§ **Work to complete**: Below are the records; extract from them the line containing "pinky pip: (231, 162)" to the line containing "index pip: (189, 90)", both lines included, exactly and with no pictures.

Source records:
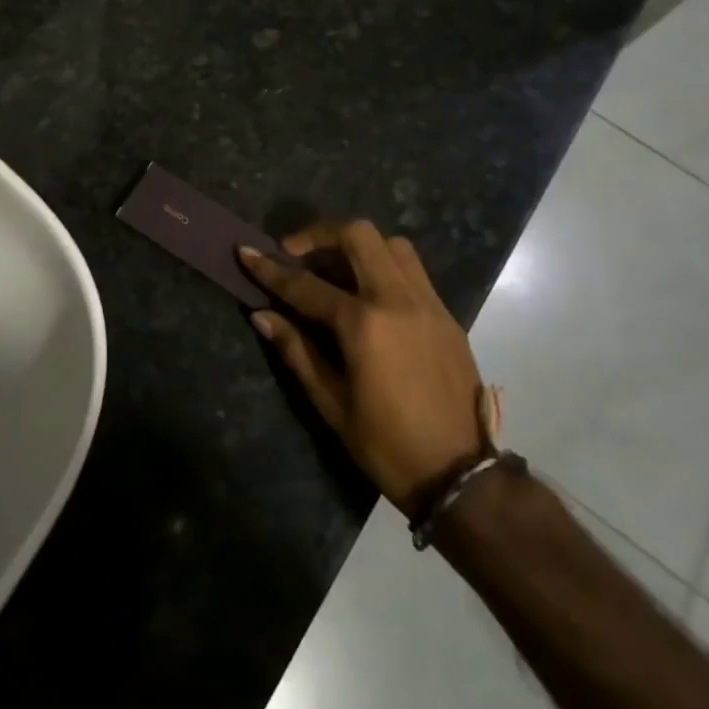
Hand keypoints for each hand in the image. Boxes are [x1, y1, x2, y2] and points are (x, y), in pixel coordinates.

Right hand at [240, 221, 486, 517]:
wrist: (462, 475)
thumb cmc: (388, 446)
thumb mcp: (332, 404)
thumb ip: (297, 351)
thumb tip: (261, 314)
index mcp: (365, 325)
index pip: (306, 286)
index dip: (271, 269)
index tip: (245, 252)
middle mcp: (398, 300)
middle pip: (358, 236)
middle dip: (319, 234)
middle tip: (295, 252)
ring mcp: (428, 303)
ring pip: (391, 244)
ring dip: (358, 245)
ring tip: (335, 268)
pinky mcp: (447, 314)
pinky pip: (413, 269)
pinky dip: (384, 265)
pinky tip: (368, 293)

* * *

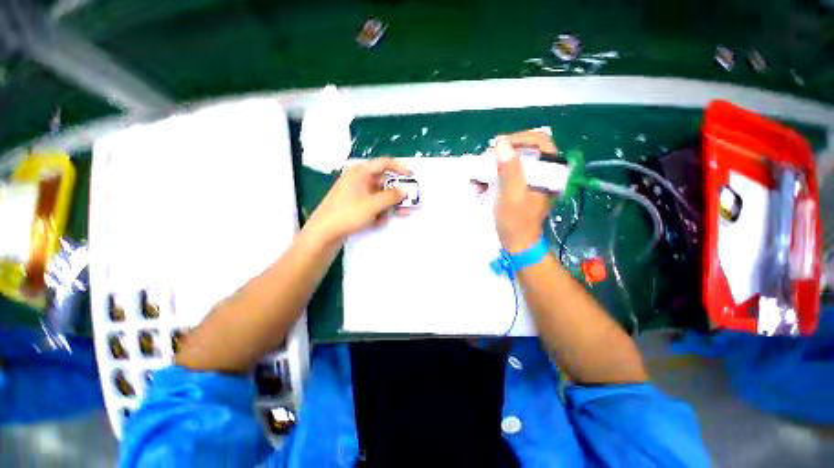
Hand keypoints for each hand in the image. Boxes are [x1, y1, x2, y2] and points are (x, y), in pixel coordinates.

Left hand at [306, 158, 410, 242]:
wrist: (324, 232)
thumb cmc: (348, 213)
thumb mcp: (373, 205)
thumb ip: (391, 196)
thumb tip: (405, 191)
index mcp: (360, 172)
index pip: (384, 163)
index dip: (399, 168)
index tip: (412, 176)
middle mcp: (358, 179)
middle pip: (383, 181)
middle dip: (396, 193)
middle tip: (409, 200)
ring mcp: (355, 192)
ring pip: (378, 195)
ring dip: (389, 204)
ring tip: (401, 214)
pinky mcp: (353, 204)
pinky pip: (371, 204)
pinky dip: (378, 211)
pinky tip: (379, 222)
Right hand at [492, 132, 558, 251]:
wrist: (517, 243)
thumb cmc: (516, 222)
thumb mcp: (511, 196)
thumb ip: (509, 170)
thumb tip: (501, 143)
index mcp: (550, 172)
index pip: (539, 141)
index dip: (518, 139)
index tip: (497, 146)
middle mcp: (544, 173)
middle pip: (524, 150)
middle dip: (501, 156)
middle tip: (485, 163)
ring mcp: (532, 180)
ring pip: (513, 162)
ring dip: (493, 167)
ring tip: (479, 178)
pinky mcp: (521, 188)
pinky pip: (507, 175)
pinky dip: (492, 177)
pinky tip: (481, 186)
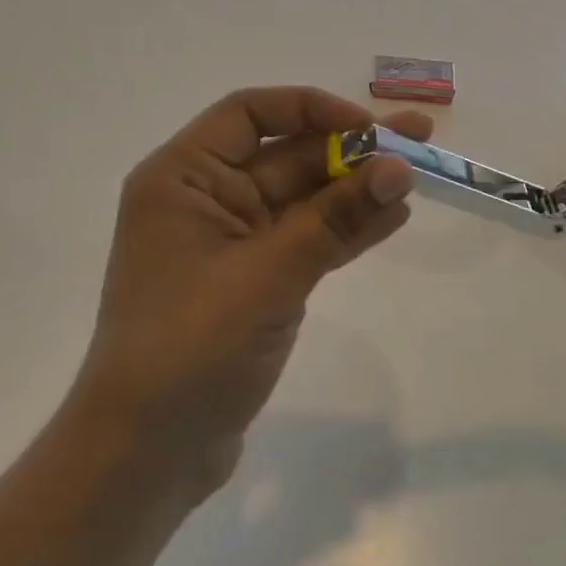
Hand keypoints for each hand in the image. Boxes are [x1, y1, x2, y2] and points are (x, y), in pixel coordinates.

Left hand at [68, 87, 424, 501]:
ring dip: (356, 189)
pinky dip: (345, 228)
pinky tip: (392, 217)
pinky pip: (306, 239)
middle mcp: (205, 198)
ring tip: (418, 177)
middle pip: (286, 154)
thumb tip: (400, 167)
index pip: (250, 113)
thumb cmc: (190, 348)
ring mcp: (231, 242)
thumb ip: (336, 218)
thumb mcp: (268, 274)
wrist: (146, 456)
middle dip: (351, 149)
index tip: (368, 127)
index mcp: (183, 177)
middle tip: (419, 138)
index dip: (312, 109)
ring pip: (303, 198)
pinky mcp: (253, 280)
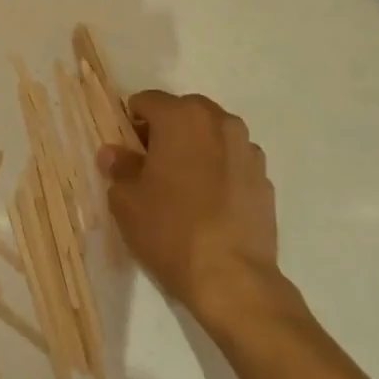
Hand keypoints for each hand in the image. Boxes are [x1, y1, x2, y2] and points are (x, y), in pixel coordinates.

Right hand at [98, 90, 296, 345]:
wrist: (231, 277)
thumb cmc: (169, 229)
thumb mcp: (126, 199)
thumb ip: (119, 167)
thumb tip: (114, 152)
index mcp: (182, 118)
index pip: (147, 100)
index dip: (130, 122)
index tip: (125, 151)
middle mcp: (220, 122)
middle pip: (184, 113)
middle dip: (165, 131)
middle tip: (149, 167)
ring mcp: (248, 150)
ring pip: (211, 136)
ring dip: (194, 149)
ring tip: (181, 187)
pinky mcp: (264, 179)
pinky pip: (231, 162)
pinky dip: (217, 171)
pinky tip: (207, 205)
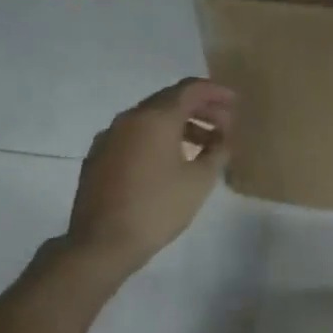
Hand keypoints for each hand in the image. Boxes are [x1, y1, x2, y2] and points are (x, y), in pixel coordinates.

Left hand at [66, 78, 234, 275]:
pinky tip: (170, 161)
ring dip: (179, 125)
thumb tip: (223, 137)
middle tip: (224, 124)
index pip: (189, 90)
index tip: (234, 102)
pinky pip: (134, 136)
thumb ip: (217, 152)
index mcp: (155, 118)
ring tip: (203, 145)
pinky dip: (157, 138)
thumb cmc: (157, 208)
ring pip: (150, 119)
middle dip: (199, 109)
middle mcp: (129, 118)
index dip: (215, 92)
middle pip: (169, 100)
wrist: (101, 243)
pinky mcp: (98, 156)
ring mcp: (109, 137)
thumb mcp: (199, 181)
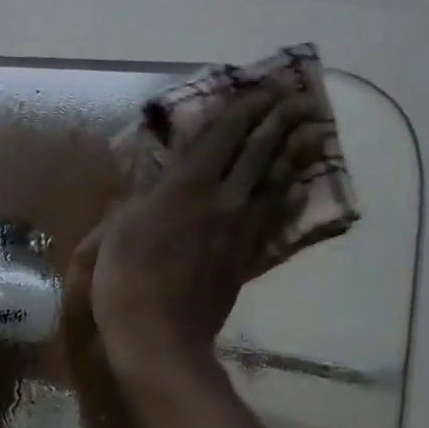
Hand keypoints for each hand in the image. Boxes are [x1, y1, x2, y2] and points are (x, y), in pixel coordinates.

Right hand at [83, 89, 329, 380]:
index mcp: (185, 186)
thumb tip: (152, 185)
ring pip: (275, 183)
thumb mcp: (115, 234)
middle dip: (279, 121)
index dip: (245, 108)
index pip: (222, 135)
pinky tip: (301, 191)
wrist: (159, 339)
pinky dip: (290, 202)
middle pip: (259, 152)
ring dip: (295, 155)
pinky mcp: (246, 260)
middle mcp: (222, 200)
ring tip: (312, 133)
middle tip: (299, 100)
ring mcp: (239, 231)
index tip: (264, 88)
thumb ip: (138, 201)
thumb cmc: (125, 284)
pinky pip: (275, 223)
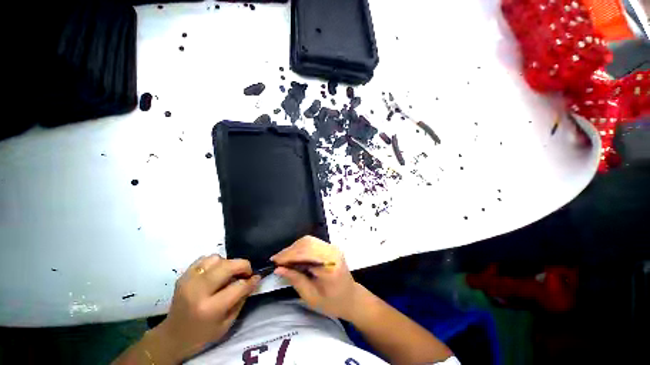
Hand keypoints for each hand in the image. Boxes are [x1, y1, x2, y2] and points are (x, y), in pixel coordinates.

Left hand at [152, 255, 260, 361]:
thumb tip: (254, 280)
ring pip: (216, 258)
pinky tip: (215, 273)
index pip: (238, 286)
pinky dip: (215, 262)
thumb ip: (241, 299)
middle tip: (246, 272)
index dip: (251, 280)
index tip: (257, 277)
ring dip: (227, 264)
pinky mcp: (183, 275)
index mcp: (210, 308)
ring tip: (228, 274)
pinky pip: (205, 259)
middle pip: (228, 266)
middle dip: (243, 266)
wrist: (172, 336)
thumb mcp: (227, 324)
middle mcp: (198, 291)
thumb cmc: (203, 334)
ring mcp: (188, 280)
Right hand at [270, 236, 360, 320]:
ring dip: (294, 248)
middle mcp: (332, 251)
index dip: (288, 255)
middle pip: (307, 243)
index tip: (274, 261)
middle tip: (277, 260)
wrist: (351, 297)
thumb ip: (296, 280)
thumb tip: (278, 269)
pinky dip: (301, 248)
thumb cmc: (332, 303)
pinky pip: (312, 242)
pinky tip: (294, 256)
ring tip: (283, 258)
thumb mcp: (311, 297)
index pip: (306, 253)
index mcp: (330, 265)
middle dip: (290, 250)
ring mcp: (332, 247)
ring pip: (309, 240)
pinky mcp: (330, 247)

...

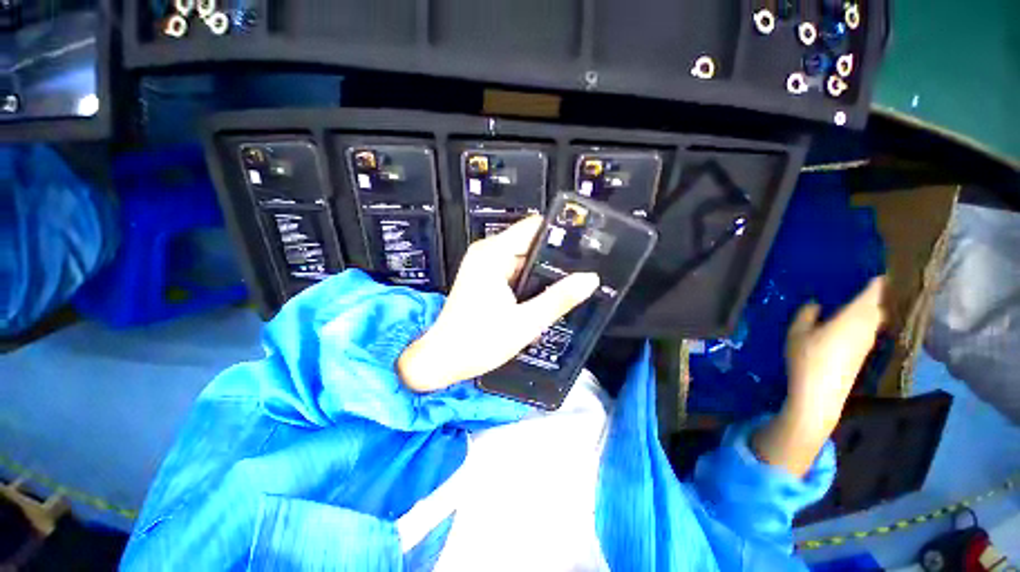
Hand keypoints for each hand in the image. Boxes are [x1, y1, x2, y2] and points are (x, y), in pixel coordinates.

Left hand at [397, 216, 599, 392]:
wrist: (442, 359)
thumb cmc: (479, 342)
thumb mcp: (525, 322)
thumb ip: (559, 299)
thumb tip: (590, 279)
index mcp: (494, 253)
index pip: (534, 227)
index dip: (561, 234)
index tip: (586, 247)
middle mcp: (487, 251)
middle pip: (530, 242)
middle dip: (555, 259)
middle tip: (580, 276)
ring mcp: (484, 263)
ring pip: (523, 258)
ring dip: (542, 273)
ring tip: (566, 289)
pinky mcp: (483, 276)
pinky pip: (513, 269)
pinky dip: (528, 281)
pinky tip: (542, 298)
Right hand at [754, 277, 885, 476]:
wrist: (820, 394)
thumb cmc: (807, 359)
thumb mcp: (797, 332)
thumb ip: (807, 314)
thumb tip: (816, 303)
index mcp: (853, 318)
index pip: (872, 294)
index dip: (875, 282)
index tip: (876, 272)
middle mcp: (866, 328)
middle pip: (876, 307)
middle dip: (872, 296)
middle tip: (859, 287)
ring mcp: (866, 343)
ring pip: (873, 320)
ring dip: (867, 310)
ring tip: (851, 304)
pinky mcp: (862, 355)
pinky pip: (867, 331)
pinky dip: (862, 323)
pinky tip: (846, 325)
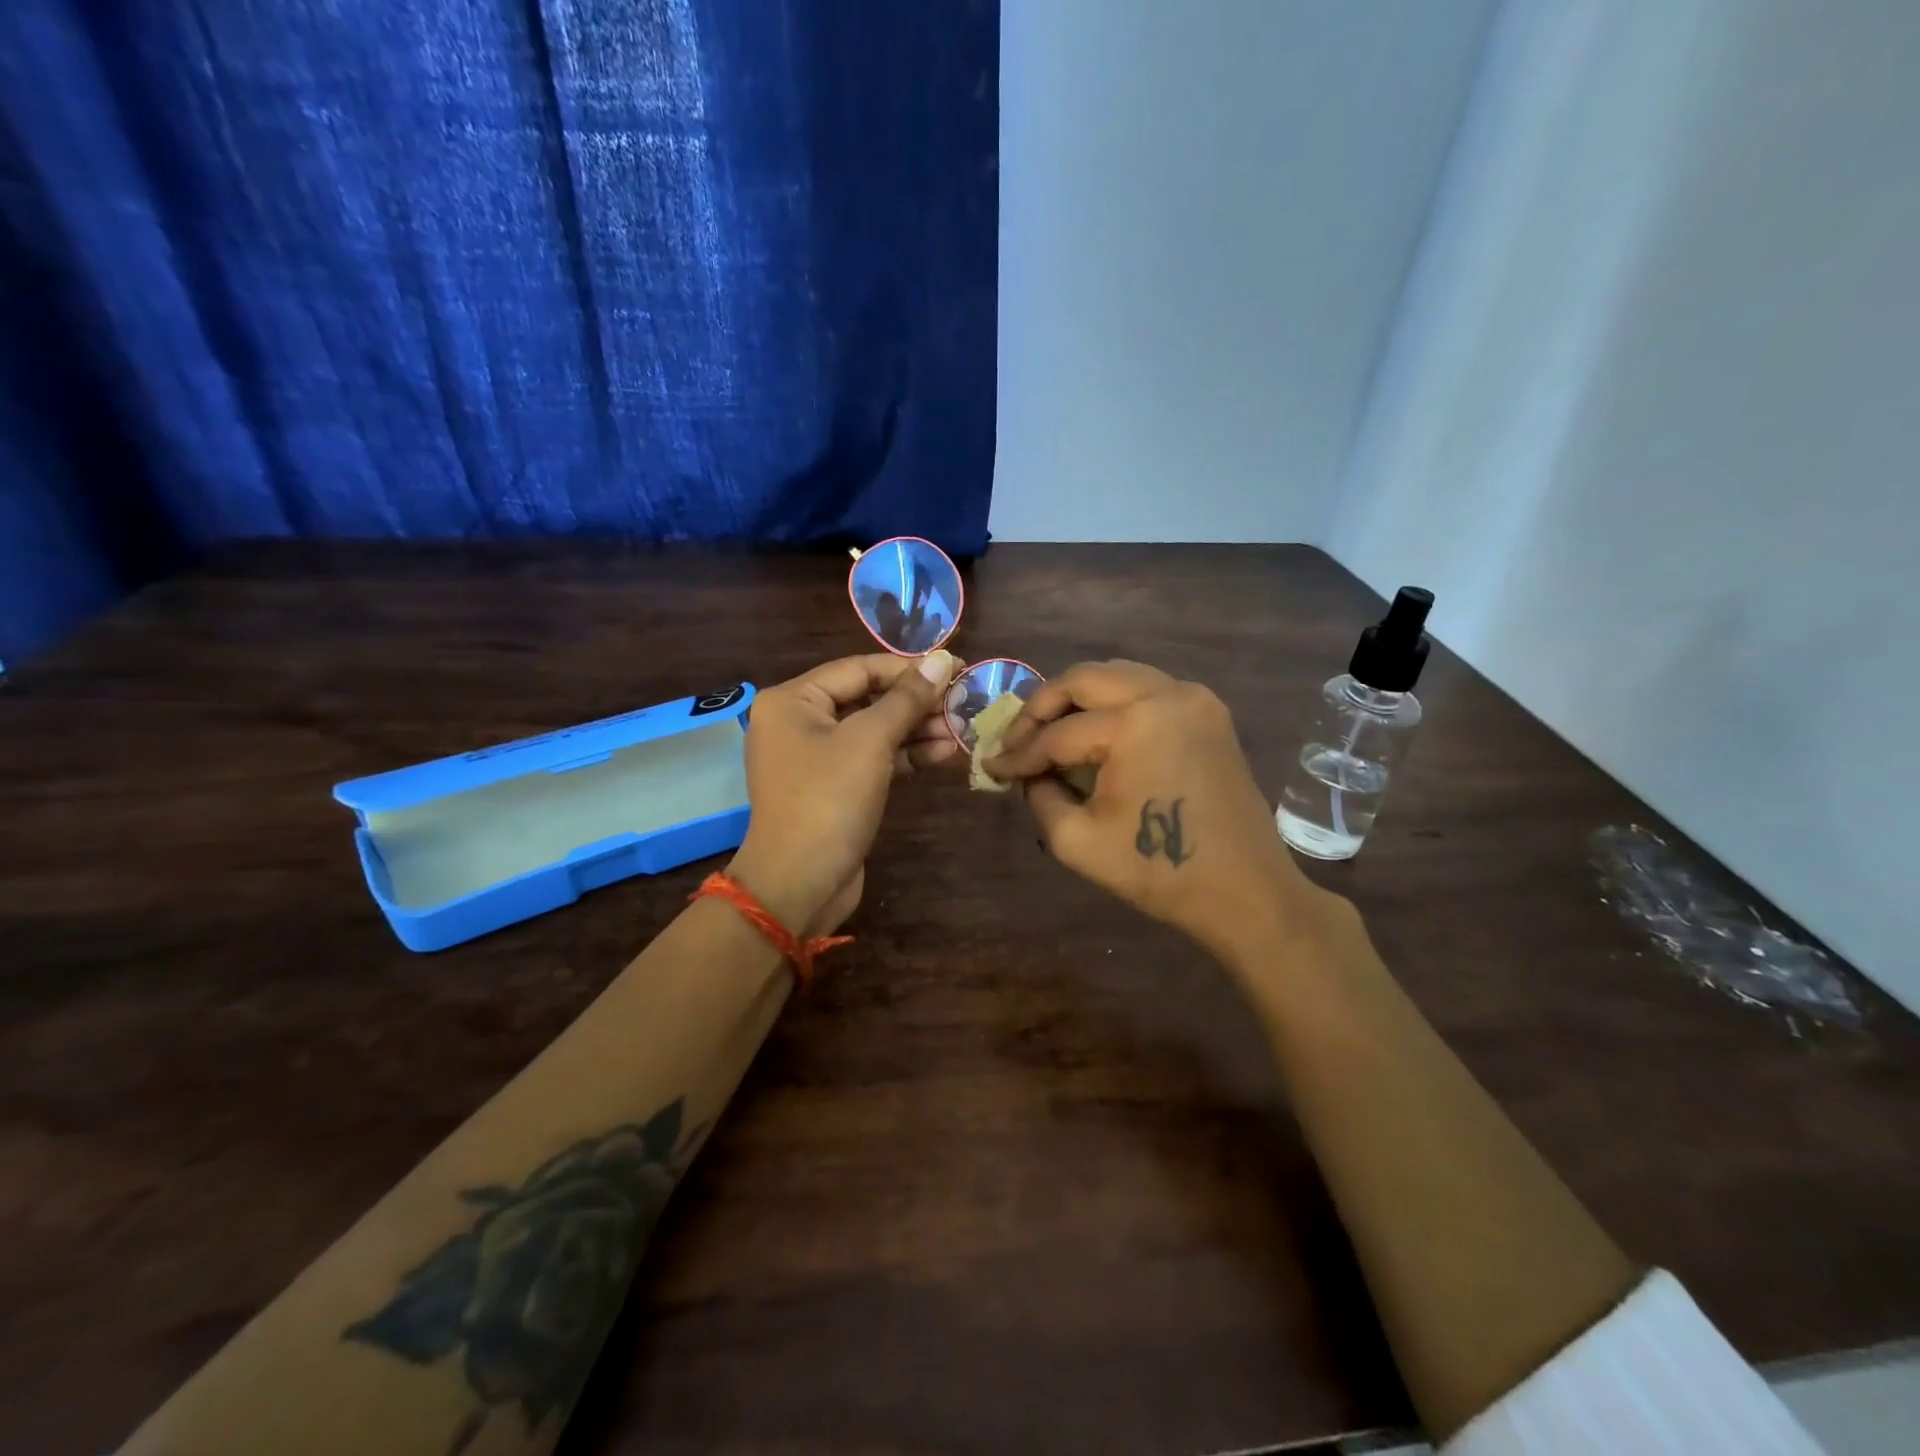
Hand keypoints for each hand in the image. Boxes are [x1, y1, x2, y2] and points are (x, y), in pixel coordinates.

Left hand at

§ **Task output**:
pinky pip: (231, 162)
pinky dip: (217, 171)
pinky tip: (207, 205)
Hand keypoints for each hand in the image. Boxes are [x1, y1, x2, y2] and points are (x, y), in pixel coordinates.

Left hand at [66, 78, 234, 275]:
pinky tip: (170, 161)
ring dip: (179, 125)
thumb tip: (223, 137)
middle tip: (224, 124)
index pip: (189, 90)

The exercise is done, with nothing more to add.